Friday, May 17
Delta 361 DTW > SFO
The Lab
Small Press Traffic
Hal Foster, Unseen
@ Et al. Gallery
May 17 is a triangular nexus in my calendar: birthdays of Lyn Hejinian, Kit Robinson, and Kathleen Frumkin, often celebrated with light remarks about page turning and celestial inevitability. Now that has changed, while the date remains as an index. On that date, Carla Harryman and I determined to travel west, to reconnect and make new connections, prompted by Lyn’s passing but multi-tasking as usual. File under “persons”: “Leaving tomorrow AM for one-week tour of the West Coast (San Francisco, Alameda, Berkeley, San Diego), focusing on people, the best kind of travel,” I wrote on Facebook. But “persons” are an index as well, to their activity and the contexts that surround them. Thus we encounter them.

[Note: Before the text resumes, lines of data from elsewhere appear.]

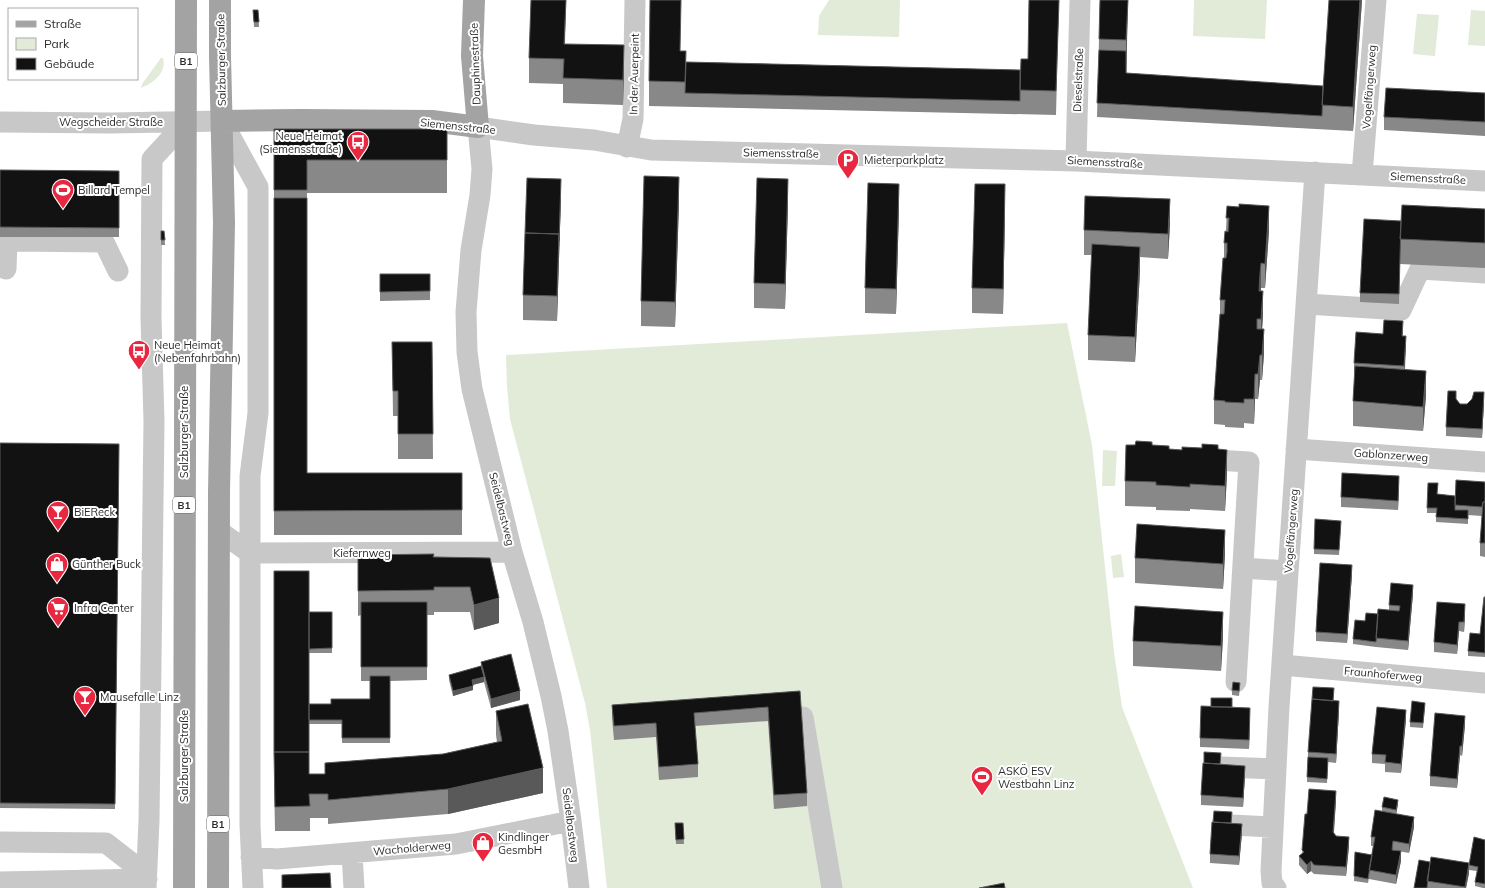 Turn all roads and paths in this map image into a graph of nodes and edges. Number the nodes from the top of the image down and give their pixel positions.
1 (186, 0) edge
2 (220, 0) edge
3 (474, 0) edge
4 (635, 0) edge
5 (1080, 0) edge
6 (1376, 0) edge
7 (222, 121) junction
8 (0, 122) edge
9 (186, 122) junction
10 (478, 127) junction
11 (627, 147) junction
12 (1076, 161) junction
13 (1315, 172) junction
14 (1362, 175) junction
15 (1485, 181) edge
16 (6, 269) dead end
17 (118, 271) dead end
18 (1485, 273) edge
19 (1306, 304) junction
20 (1296, 449) junction
21 (1181, 458) edge
22 (1485, 462) edge
23 (219, 531) junction
24 (512, 552) junction
25 (250, 553) junction
26 (1242, 568) junction
27 (1288, 571) junction
28 (1217, 624) edge
29 (1239, 625) junction
30 (1282, 665) junction
31 (1236, 682) edge
32 (1485, 683) edge
33 (804, 717) dead end
34 (1220, 767) edge
35 (1276, 769) junction
36 (571, 821) junction
37 (1231, 825) edge
38 (1273, 827) junction
39 (0, 842) edge
40 (352, 853) junction
41 (251, 857) junction
42 (0, 882) edge
43 (146, 884) edge
44 (184, 888) edge
45 (218, 888) edge
46 (253, 888) edge
47 (354, 888) edge
48 (579, 888) edge
49 (832, 888) edge
50 (1276, 888) edge

1 - 9 main road, Salzburger Straße / B1
2 - 7 main road, Salzburger Straße / B1
3 - 10 main road, Dauphinestraße
4 - 11 street, In der Auerpeint
5 - 12 street, Dieselstraße
6 - 14 street, Vogelfängerweg
7 - 9 street, Wegscheider Straße
7 - 10 main road, Siemensstraße
7 - 23 main road, Salzburger Straße / B1
7 - 25 street, Salzburger Straße
8 - 9 street, Wegscheider Straße
9 - 43 street
9 - 44 main road, Salzburger Straße / B1
10 - 11 street, Siemensstraße
10 - 24 street, Seidelbastweg
11 - 12 street, Siemensstraße
12 - 13 street, Siemensstraße
13 - 14 street, Siemensstraße
13 - 19 street, Vogelfängerweg
14 - 15 street, Siemensstraße
16 - 17 street
18 - 19 street
19 - 20 street, Vogelfängerweg
20 - 22 street, Gablonzerweg
20 - 27 street, Vogelfängerweg
21 - 26 street
23 - 25 street
23 - 45 main road, Salzburger Straße / B1
24 - 25 street, Kiefernweg
24 - 36 street, Seidelbastweg
25 - 41 street, Salzburger Straße
26 - 27 street
26 - 29 street
27 - 30 street, Vogelfängerweg
28 - 29 street
29 - 31 street
30 - 32 street, Fraunhoferweg
30 - 35 street, Vogelfängerweg
33 - 49 street
34 - 35 street
35 - 38 street, Vogelfängerweg
36 - 40 street, Wacholderweg
36 - 48 street, Seidelbastweg
37 - 38 street
38 - 50 street, Vogelfängerweg
39 - 43 street
40 - 41 street, Wacholderweg
40 - 47 street
41 - 46 street, Salzburger Straße
42 - 43 street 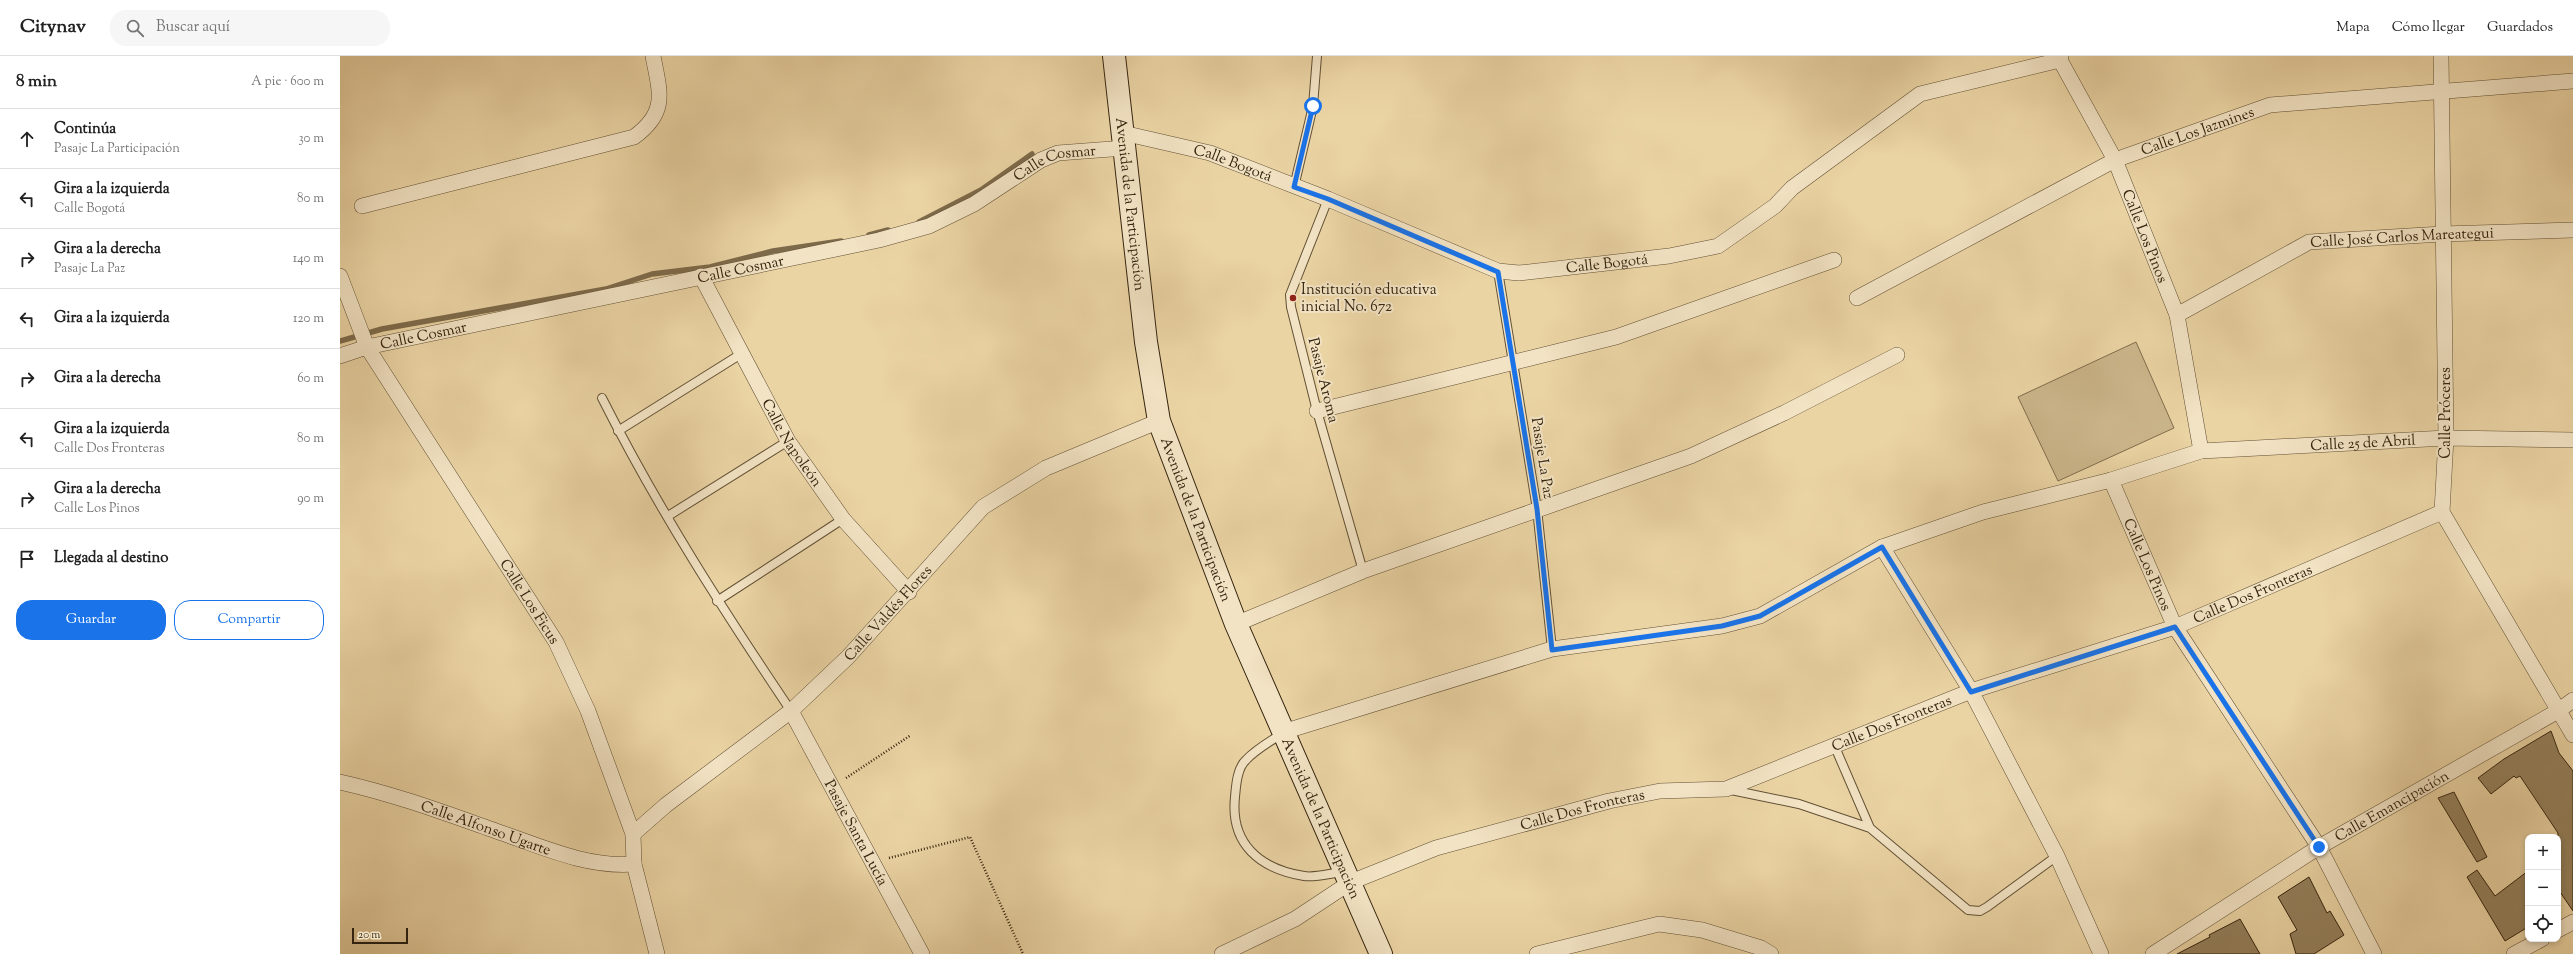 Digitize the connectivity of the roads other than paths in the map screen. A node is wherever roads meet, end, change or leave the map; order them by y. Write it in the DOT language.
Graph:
graph roads {
  1 [pos="653,56"];
  2 [pos="1114,56"];
  3 [pos="1317,56"];
  4 [pos="2441,56"];
  5 [pos="2061,58"];
  6 [pos="2573,81"];
  7 [pos="2441,91"];
  8 [pos="1124,140"];
  9 [pos="2114,160"];
  10 [pos="1294,187"];
  11 [pos="1328,199"];
  12 [pos="362,206"];
  13 [pos="2573,230"];
  14 [pos="2442,234"];
  15 [pos="1834,260"];
  16 [pos="1498,272"];
  17 [pos="340,276"];
  18 [pos="701,276"];
  19 [pos="1857,298"];
  20 [pos="2178,315"];
  21 [pos="367,347"];
  22 [pos="741,354"];
  23 [pos="340,356"];
  24 [pos="1897,356"];
  25 [pos="1513,361"];
  26 [pos="602,398"];
  27 [pos="1317,411"];
  28 [pos="1159,421"];
  29 [pos="618,431"];
  30 [pos="2446,438"];
  31 [pos="2573,440"];
  32 [pos="788,441"];
  33 [pos="2200,450"];
  34 [pos="2111,480"];
  35 [pos="1537,509"];
  36 [pos="2442,512"];
  37 [pos="668,516"];
  38 [pos="843,519"];
  39 [pos="1882,547"];
  40 [pos="1363,571"];
  41 [pos="908,592"];
  42 [pos="717,601"];
  43 [pos="1236,624"];
  44 [pos="2175,627"];
  45 [pos="1552,650"];
  46 [pos="1971,692"];
  47 [pos="2573,700"];
  48 [pos="791,711"];
  49 [pos="2558,712"];
  50 [pos="1283,732"];
  51 [pos="2573,735"];
  52 [pos="1835,747"];
  53 [pos="340,782"];
  54 [pos="1726,789"];
  55 [pos="1870,828"];
  56 [pos="633,834"];
  57 [pos="2319,847"];
  58 [pos="2057,856"];
  59 [pos="634,864"];
  60 [pos="1348,877"];
  61 [pos="2573,922"];
  62 [pos="2561,928"];
  63 [pos="2536,942"];
  64 [pos="657,954"];
  65 [pos="922,954"];
  66 [pos="1222,954"];
  67 [pos="1381,954"];
  68 [pos="1537,954"];
  69 [pos="1771,954"];
  70 [pos="2101,954"];
  71 [pos="2153,954"];
  72 [pos="2374,954"];
  73 [pos="2514,954"];
  1 -- 12 [label="street"];
  2 -- 8 [label="main road, Avenida de la Participación"];
  3 -- 10 [label="lane"];
  4 -- 7 [label="street, Calle Próceres"];
  5 -- 9 [label="street, Calle Los Pinos"];
  5 -- 16 [label="street, Calle Bogotá"];
  6 -- 7 [label="street, Calle Los Jazmines"];
  7 -- 9 [label="street, Calle Los Jazmines"];
  7 -- 14 [label="street, Calle Próceres"];
  8 -- 10 [label="street, Calle Bogotá"];
  8 -- 18 [label="street, Calle Cosmar"];
  8 -- 28 [label="main road, Avenida de la Participación"];
  9 -- 19 [label="street, Calle Los Jazmines"];
  9 -- 20 [label="street, Calle Los Pinos"];
  10 -- 11 [label="street, Calle Bogotá"];
  11 -- 16 [label="street, Calle Bogotá"];
  11 -- 27 [label="lane, Pasaje Aroma"];
  13 -- 14 [label="street, Calle José Carlos Mareategui"];
  14 -- 20 [label="street, Calle José Carlos Mareategui"];
  14 -- 30 [label="street, Calle Próceres"];
  15 -- 25 [label="street"];
  16 -- 25 [label="lane, Pasaje La Paz"];
  17 -- 21 [label="street, Calle Los Ficus"];
  18 -- 21 [label="street, Calle Cosmar"];
  18 -- 22 [label="street, Calle Napoleón"];
  20 -- 33 [label="street, Calle Los Pinos"];
  21 -- 23 [label="street, Calle Cosmar"];
  21 -- 56 [label="street, Calle Los Ficus"];
  22 -- 29 [label="lane"];
  22 -- 32 [label="street, Calle Napoleón"];
  24 -- 35 [label="street"];
  25 -- 27 [label="street"];
  25 -- 35 [label="lane, Pasaje La Paz"];
  26 -- 29 [label="lane"];
  27 -- 40 [label="lane, Pasaje Aroma"];
  28 -- 41 [label="street, Calle Valdés Flores"];
  28 -- 43 [label="main road, Avenida de la Participación"];
  29 -- 37 [label="lane"];
  30 -- 31 [label="street, Calle 25 de Abril"];
  30 -- 33 [label="street, Calle 25 de Abril"];
  30 -- 36 [label="street, Calle Próceres"];
  32 -- 37 [label="lane"];
  32 -- 38 [label="street, Calle Napoleón"];
  33 -- 34 [label="street, Calle 25 de Abril"];
  34 -- 39 [label="street, Calle 25 de Abril"];
  34 -- 44 [label="street, Calle Los Pinos"];
  35 -- 40 [label="street"];
  35 -- 45 [label="lane, Pasaje La Paz"];
  36 -- 44 [label="street, Calle Dos Fronteras"];
  36 -- 49 [label="street"];
  37 -- 42 [label="lane"];
  38 -- 41 [label="street, Calle Napoleón"];
  38 -- 42 [label="lane"];
  39 -- 45 [label="street, Calle 25 de Abril"];
  39 -- 46 [label="street"];
  40 -- 43 [label="street"];
  41 -- 48 [label="street, Calle Valdés Flores"];
  42 -- 48 [label="lane"];
  43 -- 50 [label="main road, Avenida de la Participación"];
  44 -- 46 [label="street, Calle Dos Fronteras"];
  44 -- 57 [label="street, Calle Los Pinos"];
  45 -- 50 [label="street, Calle 25 de Abril"];
  46 -- 52 [label="street, Calle Dos Fronteras"];
  46 -- 58 [label="street"];
  47 -- 49 [label="street, Calle Emancipación"];
  48 -- 56 [label="street, Calle Valdés Flores"];
  48 -- 65 [label="street, Pasaje Santa Lucía"];
  49 -- 51 [label="street"];
  49 -- 57 [label="street, Calle Emancipación"];
  50 -- 60 [label="main road, Avenida de la Participación"];
  50 -- 60 [label="lane"];
  52 -- 54 [label="street, Calle Dos Fronteras"];
  52 -- 55 [label="lane"];
  53 -- 59 [label="street, Calle Alfonso Ugarte"];
  54 -- 55 [label="lane"];
  54 -- 60 [label="street, Calle Dos Fronteras"];
  55 -- 58 [label="lane"];
  56 -- 59 [label="street, Calle Los Ficus"];
  57 -- 71 [label="street, Calle Emancipación"];
  57 -- 72 [label="street, Calle Los Pinos"];
  58 -- 70 [label="street"];
  59 -- 64 [label="street, Calle Los Ficus"];
  60 -- 66 [label="street, Calle Dos Fronteras"];
  60 -- 67 [label="main road, Avenida de la Participación"];
  61 -- 62 [label="street"];
  63 -- 73 [label="street"];
  68 -- 69 [label="street"];
}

Andrew Smith, for instance, was a person not known to me—but it was a fine meeting. In his role as director of The Lab, he is the custodian, as it were, of its history as well as current reinventor of its mission. Space and time: The Lab was founded, I read, 39 years ago, which I know as one of my first promising students, Laura Brun, was its cofounder. At the time I was teaching—I think for three semesters, but it may have been two—for the Center for Experimental and Interdisciplinary Arts at San Francisco State. My credentials were minimal: emergent poet and editor making an uproar on the San Francisco scene, represented by readings and publications—reputational capital enough for contingent appointment, though it would not last (I remember the day I turned in my keys and ID after my appointment was not renewed). Nor would the program itself. But its success, and mine, was the students, memorably Laura—while a number are visible on social media and are doing things in the arts. Laura was dedicated to the cause, and she put in her time getting The Lab up and running at a storefront on Divisidero Street. Among the start-up arts spaces from the 70s and 80s—Capp Street, 80 Langton Street, Project Artaud, ATA—The Lab is one of the survivors, along with Small Press Traffic; many others have gone down. And Laura, too.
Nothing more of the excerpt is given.